After reading the article and seeing how they framed the question, you could write a similar article on how training for a PR attempt 5k is harder than a marathon when quantified by training load per unit of time. Of course it is. That would be a meaningless finding, much like this article.

I didn’t read the article and I assume there are a lot of random “facts” in there but I hate to say it but they’re hard in different ways. The marathon is harder on the body for sure. Getting mileage up to run a fast marathon is very hard on the body and is way more painful to me. But there is more recovery time which is needed.

IM training is harder mentally. Longer hours and more sessions means I am literally always tired and training while tired. A lot easier to talk yourself out of an early swim or bike since you have another session in the day so you say you need to recover.

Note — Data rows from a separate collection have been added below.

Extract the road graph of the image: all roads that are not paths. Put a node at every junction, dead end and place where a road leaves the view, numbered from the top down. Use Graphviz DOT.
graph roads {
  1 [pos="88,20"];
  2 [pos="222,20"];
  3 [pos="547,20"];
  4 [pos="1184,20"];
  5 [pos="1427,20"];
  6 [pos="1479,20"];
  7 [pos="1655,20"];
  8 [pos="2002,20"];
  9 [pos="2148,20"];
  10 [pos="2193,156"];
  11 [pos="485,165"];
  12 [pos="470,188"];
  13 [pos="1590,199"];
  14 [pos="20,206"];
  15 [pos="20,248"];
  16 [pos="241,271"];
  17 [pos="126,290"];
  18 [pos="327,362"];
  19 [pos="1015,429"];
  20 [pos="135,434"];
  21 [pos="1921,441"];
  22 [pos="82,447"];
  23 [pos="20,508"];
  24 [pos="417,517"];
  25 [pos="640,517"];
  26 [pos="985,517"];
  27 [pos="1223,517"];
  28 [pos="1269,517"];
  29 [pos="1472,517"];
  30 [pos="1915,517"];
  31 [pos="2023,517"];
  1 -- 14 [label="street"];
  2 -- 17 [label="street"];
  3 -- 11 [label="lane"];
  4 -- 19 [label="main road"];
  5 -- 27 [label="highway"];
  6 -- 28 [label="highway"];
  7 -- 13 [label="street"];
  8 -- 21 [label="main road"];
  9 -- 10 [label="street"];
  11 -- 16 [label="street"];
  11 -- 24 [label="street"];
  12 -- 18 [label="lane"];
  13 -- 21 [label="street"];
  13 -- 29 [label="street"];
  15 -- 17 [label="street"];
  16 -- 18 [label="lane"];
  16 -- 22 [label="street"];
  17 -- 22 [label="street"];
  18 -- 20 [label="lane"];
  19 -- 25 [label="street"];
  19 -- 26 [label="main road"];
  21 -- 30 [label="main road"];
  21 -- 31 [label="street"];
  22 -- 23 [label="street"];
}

They’re both very hard but just different. But I’ve never been close to as sore after an IM as a few of the faster marathons I’ve run.

I’ve just had a read through the paper and I thought this part of the discussion was interesting:

For reference:
<AeT: below aerobic threshold
BAeT-AnT: between aerobic and anaerobic thresholds
>AnT: above anaerobic threshold

Both groups presented a significant association between more <AeT training and better performance. However, the opposite association was found with BAeT-AnT, so that the more you train “moderate,” the worse in IM or 42k. This agrees with previous studies conducted with age-group IM triathletes, recreational 10k runners and trained Cross Country runners. To our knowledge, this is the first study to identify these associations in recreational trained marathon runners.

Interestingly, >AnT was associated to better performance in 42k but not in IM. According to the existing literature, we suspect that physiological intensity differences between these two events might explain this. In contrast with the opposite pattern shown between performance and “easy” (<AeT) or “moderate” (BAeT-AnT) zones time or load, “intense” >AnT zone seems to be linked to a better 42k performance, but not in IM. Again, the superior intensity which marathoners perform seems to explain why this association might be found. For instance, a 3 h marathoner (like those in our study) will average around 70% of VO2max during the race, which would be BAeT-AnT zone in our runners’ assessments. However, only during the swimming it might be reasonable to exert beyond AeT (and maybe at some particular moments on the bike) during an IM distance triathlon. Thus, this opens new insights for the general assumption of the benefits of “Polarized Training Distribution,” so that it might not be “always better” for all disciplines.

That’s enough evidence for me… easy sessions only next year!

For my n=1, training is equally taxing, but differently.

However, come race day, much harder for me to recover from the marathon. Triathlons I shoot for a paced, sustainable, PR-hopeful strategy. Marathons are an all-out PR quest all the time - the strain on the body is different. At least for me anyway.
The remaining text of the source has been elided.